October 14. The North Atlantic and North Sea




As we discussed on October 7, the North Atlantic Ocean was very definitely forming during the Jurassic. In late Triassic time, you could probably have walked on dry land from what is now New York City to Casablanca, Morocco. You’d have had to deal with lakes, rivers, swamps, and volcanic eruptions, but probably no ocean. By Late Jurassic time, there was an ocean 1000 kilometers wide between the coasts of New York and Morocco.

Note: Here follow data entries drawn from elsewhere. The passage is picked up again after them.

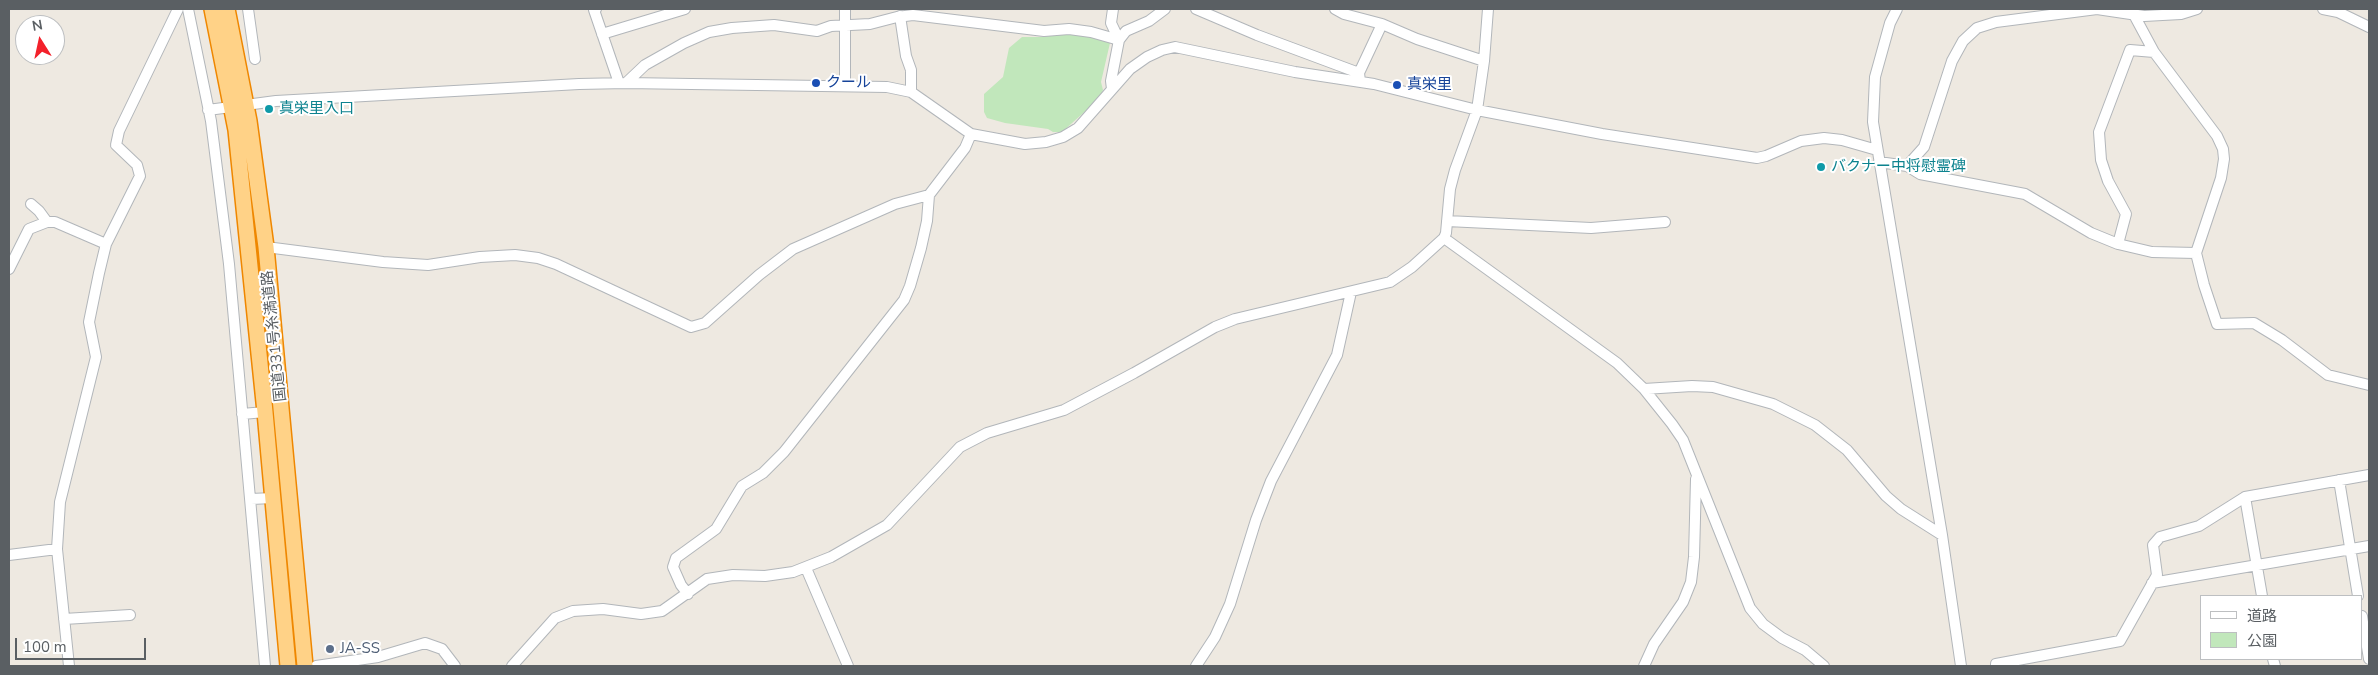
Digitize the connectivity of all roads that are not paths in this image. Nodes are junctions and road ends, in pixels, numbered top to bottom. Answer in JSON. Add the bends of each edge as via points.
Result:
{"nodes":[{"id":1,"x":178,"y":9,"type":"edge"},
{"id":2,"x":188,"y":9,"type":"edge"},
{"id":3,"x":212,"y":9,"type":"edge"},
{"id":4,"x":227,"y":9,"type":"edge"},
{"id":5,"x":248,"y":9,"type":"edge"},
{"id":6,"x":596,"y":9,"type":"edge"},
{"id":7,"x":845,"y":9,"type":"edge"},
{"id":8,"x":1113,"y":9,"type":"edge"},
{"id":9,"x":1165,"y":9,"type":"edge"},
{"id":10,"x":1196,"y":9,"type":"edge"},
{"id":11,"x":1336,"y":9,"type":"edge"},
{"id":12,"x":1488,"y":9,"type":"edge"},
{"id":13,"x":1897,"y":9,"type":"edge"},
{"id":14,"x":2197,"y":9,"type":"edge"},
{"id":15,"x":2323,"y":9,"type":"edge"},
{"id":16,"x":679,"y":10,"type":"edge"},
{"id":17,"x":2338,"y":10,"type":"edge"},
{"id":18,"x":2047,"y":11,"type":"edge"},
{"id":19,"x":2133,"y":13,"type":"junction"},
{"id":20,"x":900,"y":16,"type":"junction"},
{"id":21,"x":1382,"y":24,"type":"junction"},
{"id":22,"x":846,"y":26,"type":"junction"},
{"id":23,"x":2369,"y":27,"type":"edge"},
{"id":24,"x":602,"y":34,"type":"junction"},
{"id":25,"x":1119,"y":40,"type":"junction"},
{"id":26,"x":2154,"y":52,"type":"junction"},
{"id":27,"x":255,"y":59,"type":"dead end"},
{"id":28,"x":1484,"y":61,"type":"junction"},
{"id":29,"x":1360,"y":77,"type":"junction"},
{"id":30,"x":622,"y":83,"type":"junction"},
{"id":31,"x":845,"y":86,"type":"junction"},
{"id":32,"x":1112,"y":89,"type":"junction"},
{"id":33,"x":911,"y":92,"type":"junction"},
{"id":34,"x":239,"y":106,"type":"junction"},
{"id":35,"x":208,"y":110,"type":"junction"},
{"id":36,"x":1477,"y":110,"type":"junction"},
{"id":37,"x":972,"y":134,"type":"junction"},
{"id":38,"x":1877,"y":150,"type":"junction"},
{"id":39,"x":1879,"y":162,"type":"junction"},
{"id":40,"x":1907,"y":166,"type":"junction"},
{"id":41,"x":929,"y":195,"type":"junction"},
{"id":42,"x":31,"y":204,"type":"dead end"},
{"id":43,"x":1448,"y":221,"type":"junction"},
{"id":44,"x":46,"y":222,"type":"junction"},
{"id":45,"x":1664,"y":222,"type":"dead end"},
{"id":46,"x":1444,"y":238,"type":"junction"},
{"id":47,"x":106,"y":244,"type":"junction"},
{"id":48,"x":2118,"y":244,"type":"junction"},
{"id":49,"x":266,"y":248,"type":"junction"},
{"id":50,"x":2196,"y":253,"type":"junction"},
{"id":51,"x":9,"y":269,"type":"edge"},
{"id":52,"x":1352,"y":292,"type":"junction"},
{"id":53,"x":2369,"y":384,"type":"edge"},
{"id":54,"x":1644,"y":390,"type":"junction"},
{"id":55,"x":265,"y":412,"type":"junction"},
{"id":56,"x":242,"y":414,"type":"junction"},
{"id":57,"x":2369,"y":474,"type":"edge"},
{"id":58,"x":1696,"y":475,"type":"junction"},
{"id":59,"x":2339,"y":480,"type":"junction"},
{"id":60,"x":2245,"y":497,"type":"junction"},
{"id":61,"x":273,"y":498,"type":"junction"},
{"id":62,"x":251,"y":499,"type":"junction"},
{"id":63,"x":1942,"y":535,"type":"junction"},
{"id":64,"x":2369,"y":546,"type":"edge"},
{"id":65,"x":57,"y":549,"type":"junction"},
{"id":66,"x":2350,"y":549,"type":"junction"},
{"id":67,"x":9,"y":555,"type":"edge"},
{"id":68,"x":2257,"y":565,"type":"junction"},
{"id":69,"x":806,"y":568,"type":"junction"},
{"id":70,"x":2152,"y":583,"type":"junction"},
{"id":71,"x":688,"y":594,"type":"junction"},
{"id":72,"x":2262,"y":595,"type":"edge"},
{"id":73,"x":2358,"y":595,"type":"edge"},
{"id":74,"x":130,"y":615,"type":"dead end"},
{"id":75,"x":64,"y":619,"type":"junction"},
{"id":76,"x":2363,"y":622,"type":"edge"},
{"id":77,"x":2369,"y":659,"type":"edge"},
{"id":78,"x":69,"y":666,"type":"edge"},
{"id":79,"x":265,"y":666,"type":"edge"},
{"id":80,"x":288,"y":666,"type":"edge"},
{"id":81,"x":305,"y":666,"type":"edge"},
{"id":82,"x":316,"y":666,"type":"edge"},
{"id":83,"x":455,"y":666,"type":"edge"},
{"id":84,"x":512,"y":666,"type":"edge"},
{"id":85,"x":848,"y":666,"type":"edge"},
{"id":86,"x":1196,"y":666,"type":"edge"},
{"id":87,"x":1644,"y":666,"type":"edge"},
{"id":88,"x":1824,"y":666,"type":"edge"},
{"id":89,"x":1961,"y":666,"type":"edge"},
{"id":90,"x":1996,"y":666,"type":"edge"}],
"edges":[{"from":1,"to":47,"type":"street","via":[[119,131],[116,146],[137,165],[140,176]]},
{"from":2,"to":35,"type":"street"},
{"from":3,"to":34,"type":"highway","name":"国道331号糸満道路"},
{"from":4,"to":34,"type":"highway","name":"国道331号糸満道路"},
{"from":5,"to":27,"type":"street"},
{"from":6,"to":24,"type":"street"},
{"from":7,"to":22,"type":"street"},
{"from":8,"to":25,"type":"street","via":[[1111,23]]},
{"from":9,"to":25,"type":"street","via":[[1149,21],[1126,31]]},
{"from":10,"to":29,"type":"street"},
{"from":11,"to":21,"type":"street"},
{"from":12,"to":28,"type":"street"},
{"from":13,"to":38,"type":"street","via":[[1875,77]]},
{"from":14,"to":19,"type":"street","via":[[2144,16]]},
{"from":15,"to":17,"type":"street"},
{"from":16,"to":24,"type":"street"},
{"from":17,"to":23,"type":"street"},
{"from":18,"to":19,"type":"street","via":[[2097,9]]},
{"from":18,"to":40,"type":"street","via":[[1986,24],[1969,35],[1952,61],[1924,147]]},
{"from":19,"to":26,"type":"street"},
{"from":20,"to":22,"type":"street"},
{"from":20,"to":25,"type":"street","via":[[1044,31],[1070,29]]},
{"from":20,"to":33,"type":"street","via":[[911,70]]},
{"from":21,"to":28,"type":"street"},
{"from":21,"to":29,"type":"street"},
{"from":22,"to":30,"type":"street","via":[[831,26],[817,31],[774,25],[709,32],[645,65]]},
{"from":22,"to":31,"type":"street"},
{"from":24,"to":30,"type":"street"},
{"from":25,"to":32,"type":"street"},
{"from":26,"to":48,"type":"street","via":[[2130,50],[2099,132],[2103,167],[2126,214]]},
{"from":26,"to":50,"type":"street","via":[[2223,148],[2221,178]]},
{"from":28,"to":36,"type":"street"},
{"from":29,"to":32,"type":"street","via":[[1295,72],[1175,47],[1147,57],[1130,69]]},
{"from":29,"to":36,"type":"street"},
{"from":30,"to":31,"type":"street"},
{"from":30,"to":34,"type":"street","via":[[276,101]]},
{"from":31,"to":33,"type":"street","via":[[887,87]]},
{"from":32,"to":37,"type":"street","via":[[1078,128],[1063,137],[1025,144]]},
{"from":33,"to":37,"type":"street"},
{"from":34,"to":35,"type":"street"},
{"from":34,"to":49,"type":"highway","name":"国道331号糸満道路"},
{"from":34,"to":55,"type":"highway","name":"国道331号糸満道路"},
{"from":35,"to":56,"type":"street","via":[[229,264]]},
{"from":36,"to":38,"type":"street","via":[[1602,134],[1757,158],[1801,141],[1824,138]]},
{"from":36,"to":43,"type":"street","via":[[1454,170]]},
{"from":37,"to":41,"type":"street"},
{"from":38,"to":39,"type":"street"},
{"from":39,"to":40,"type":"street"},
{"from":39,"to":63,"type":"street"},
{"from":40,"to":48,"type":"street","via":[[1920,174],[2025,194],[2091,233]]},
{"from":41,"to":49,"type":"street","via":[[895,204],[793,250],[705,323],[690,327],[538,258],[515,255],[428,264]]},
{"from":41,"to":71,"type":"street","via":[[928,221],[904,300],[784,452],[763,473],[742,486],[716,529],[676,558],[673,567]]},
{"from":42,"to":44,"type":"street"},
{"from":43,"to":45,"type":"street","via":[[1591,228]]},
{"from":43,"to":46,"type":"street"},
{"from":44,"to":47,"type":"street","via":[[55,222]]},
{"from":44,"to":51,"type":"street","via":[[29,229]]},
{"from":46,"to":52,"type":"street","via":[[1390,282]]},
{"from":46,"to":54,"type":"street","via":[[1617,363]]},
{"from":47,"to":65,"type":"street","via":[[89,322],[96,357],[60,502]]},
{"from":48,"to":50,"type":"street","via":[[2152,252]]},
{"from":49,"to":81,"type":"highway","name":"国道331号糸満道路"},
{"from":50,"to":53,"type":"street","via":[[2217,324],[2254,323],[2328,376]]},
{"from":52,"to":69,"type":"street","via":[[1228,321],[1064,410],[987,432],[960,447],[887,525]]},
{"from":52,"to":86,"type":"street","via":[[1337,355],[1271,481],[1230,604]]},
{"from":54,"to":58,"type":"street","via":[[1683,440]]},
{"from":54,"to":63,"type":"street","via":[[1713,387],[1773,404],[1815,424],[1848,450],[1886,496]]},
{"from":55,"to":56,"type":"street"},
{"from":55,"to":61,"type":"highway","name":"国道331号糸満道路"},
{"from":56,"to":62,"type":"street"},
{"from":57,"to":59,"type":"street"},
{"from":58,"to":87,"type":"street","via":[[1691,582],[1683,602],[1654,644]]},
{"from":58,"to":88,"type":"street","via":[[1750,608],[1763,624]]},
{"from":59,"to":60,"type":"street"},
{"from":59,"to":66,"type":"street"},
{"from":60,"to":68,"type":"street"},
{"from":60,"to":70,"type":"street","via":[[2199,526],[2160,537],[2153,545],[2157,574]]},
{"from":61,"to":62,"type":"street"},
{"from":61,"to":80,"type":"highway","name":"国道331号糸満道路"},
{"from":62,"to":79,"type":"street"},
{"from":63,"to":89,"type":"street"},
{"from":64,"to":66,"type":"street"},
{"from":65,"to":67,"type":"street"},
{"from":65,"to":75,"type":"street"},
{"from":66,"to":68,"type":"street"},
{"from":66,"to":73,"type":"street"},
{"from":68,"to":70,"type":"street"},
{"from":68,"to":72,"type":"street"},
{"from":69,"to":71,"type":"street","via":[[765,576],[707,579]]},
{"from":69,"to":85,"type":"street"},
{"from":70,"to":90,"type":"street","via":[[2120,641]]},
{"from":71,"to":84,"type":"street","via":[[662,611],[641,614],[603,609],[574,611],[555,618]]},
{"from":74,"to":75,"type":"street"},
{"from":75,"to":78,"type":"street"},
{"from":76,"to":77,"type":"street"},
{"from":82,"to":83,"type":"street","via":[[378,657],[425,643],[442,649]]}]}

But today I want to go a little further north, where Europe and North America were breaking apart but were still pretty close together. The initial rifting between Greenland and Scandinavia may date back to the Permian, barely after Pangaea was finally assembled. But it didn’t take off and separate the continents in a big way for millions of years. Even by late Jurassic time, there was probably nothing but a relatively narrow oceanic strait between Greenland and Scandinavia. Further south, Europe was a complex of islands. Map from Ziegler 

Some of those islands were high-standing, continental blocks, like Iberia and Ireland, but most were segmented and separated from each other by some degree of tectonic activity, analogous to the Triassic grabens of eastern North America. By late Jurassic time, active faulting and rifting were producing oceanic troughs between what is now Iberia and Brittany in France – the modern Bay of Biscay – as well as between smaller blocks such as the Grand Banks, off Newfoundland, and the Flemish Cap, Orphan Knoll, and Rockhall-Hatton Bank, all under water today. A narrow island extended approximately from where London is today across the English Channel into central Germany and the Czech Republic today. Together with another block in northern England and Scotland, those areas were separated from Scandinavia by a developing rift system beneath what is now the North Sea.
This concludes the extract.